The couple also makes use of their camper during annual trips to Talladega Superspeedway.

Eventually, duty calls and Foreman and Smith team up again to serve their clients, educate the public and grow their business. In 2019, they’re aiming to sell 70 houses totaling $20 million in sales.

Their optimism is fueled by their progress in recent years and a shift to a three-person dynamic.

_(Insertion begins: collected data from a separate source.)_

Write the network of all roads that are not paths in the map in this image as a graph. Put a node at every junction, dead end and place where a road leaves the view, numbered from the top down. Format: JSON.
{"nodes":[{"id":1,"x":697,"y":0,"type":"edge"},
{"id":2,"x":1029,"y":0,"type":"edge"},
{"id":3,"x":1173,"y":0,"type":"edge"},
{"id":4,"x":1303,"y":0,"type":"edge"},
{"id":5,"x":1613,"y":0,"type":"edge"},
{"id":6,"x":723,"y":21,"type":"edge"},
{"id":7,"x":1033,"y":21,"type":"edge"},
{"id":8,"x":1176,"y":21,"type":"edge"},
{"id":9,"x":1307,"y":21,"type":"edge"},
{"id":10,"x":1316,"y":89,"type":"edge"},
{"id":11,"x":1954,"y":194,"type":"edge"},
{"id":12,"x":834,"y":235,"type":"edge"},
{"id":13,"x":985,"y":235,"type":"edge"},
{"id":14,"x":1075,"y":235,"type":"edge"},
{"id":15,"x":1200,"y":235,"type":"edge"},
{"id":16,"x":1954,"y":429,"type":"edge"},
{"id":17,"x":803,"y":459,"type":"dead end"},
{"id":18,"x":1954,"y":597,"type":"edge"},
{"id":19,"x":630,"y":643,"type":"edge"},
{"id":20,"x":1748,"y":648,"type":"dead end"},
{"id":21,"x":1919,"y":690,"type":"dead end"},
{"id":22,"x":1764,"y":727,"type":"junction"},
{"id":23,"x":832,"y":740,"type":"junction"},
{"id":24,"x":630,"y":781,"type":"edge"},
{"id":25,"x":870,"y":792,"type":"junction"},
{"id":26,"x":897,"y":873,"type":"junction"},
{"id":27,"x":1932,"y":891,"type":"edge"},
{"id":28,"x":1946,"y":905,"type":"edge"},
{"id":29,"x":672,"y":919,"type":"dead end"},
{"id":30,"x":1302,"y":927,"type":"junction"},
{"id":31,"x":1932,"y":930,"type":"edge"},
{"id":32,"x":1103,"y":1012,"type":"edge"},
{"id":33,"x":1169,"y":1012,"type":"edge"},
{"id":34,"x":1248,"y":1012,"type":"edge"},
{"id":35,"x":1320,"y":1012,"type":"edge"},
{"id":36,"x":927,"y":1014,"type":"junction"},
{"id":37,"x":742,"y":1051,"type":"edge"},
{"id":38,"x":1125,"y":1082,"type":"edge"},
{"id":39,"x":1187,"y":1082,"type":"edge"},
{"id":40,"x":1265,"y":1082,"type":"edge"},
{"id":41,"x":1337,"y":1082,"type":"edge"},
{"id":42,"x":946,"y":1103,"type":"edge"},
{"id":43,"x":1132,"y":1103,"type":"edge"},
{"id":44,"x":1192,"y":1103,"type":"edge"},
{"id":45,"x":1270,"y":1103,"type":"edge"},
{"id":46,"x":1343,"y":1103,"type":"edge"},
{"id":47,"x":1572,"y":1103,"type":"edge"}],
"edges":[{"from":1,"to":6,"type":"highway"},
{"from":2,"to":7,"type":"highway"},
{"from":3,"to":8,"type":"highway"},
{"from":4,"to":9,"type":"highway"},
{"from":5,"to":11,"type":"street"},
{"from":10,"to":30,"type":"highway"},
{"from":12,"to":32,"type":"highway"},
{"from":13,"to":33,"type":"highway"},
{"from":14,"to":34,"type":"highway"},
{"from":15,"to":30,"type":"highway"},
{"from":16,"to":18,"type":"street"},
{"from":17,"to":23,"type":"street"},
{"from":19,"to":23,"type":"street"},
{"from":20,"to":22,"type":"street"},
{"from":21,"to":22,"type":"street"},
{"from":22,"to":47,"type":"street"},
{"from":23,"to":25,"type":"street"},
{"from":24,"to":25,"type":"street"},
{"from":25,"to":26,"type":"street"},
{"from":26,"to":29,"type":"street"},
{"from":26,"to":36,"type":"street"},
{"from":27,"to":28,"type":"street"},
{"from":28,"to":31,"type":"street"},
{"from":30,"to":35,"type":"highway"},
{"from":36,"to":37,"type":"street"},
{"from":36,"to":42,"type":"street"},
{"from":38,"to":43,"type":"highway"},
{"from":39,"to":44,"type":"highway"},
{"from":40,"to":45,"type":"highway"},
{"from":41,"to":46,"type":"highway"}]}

To help spur further growth, Foreman and Smith recently added a third person to the mix: buyer’s agent Bethany Ingham, a Colorado native who’s made a home in Chattanooga with her husband and three children.

By bringing on an agent to help serve their buyers, Foreman and Smith hope to free themselves to tackle the challenges that lie ahead of them, including a slight cooling of the market even as more houses become available.

“When we started in real estate, months of supply was at nine months. A balanced market is six months, so at nine months, it was a heavy buyers’ market,” Foreman explains.

“For the last year, months of supply has been at three months and sales have either risen or hovered. In the past quarter, months of supply is starting to rise but sales aren’t. If that continues, then we’ve peaked and are going the other way.”

Foreman and Smith say their good business chemistry will see them through. “I want to take over the world and grow, grow, grow and Louellen wants to settle down, settle down, settle down,” Foreman says. “She keeps me from going too fast and getting myself in trouble.

“Put those two things together and we’re perfect.”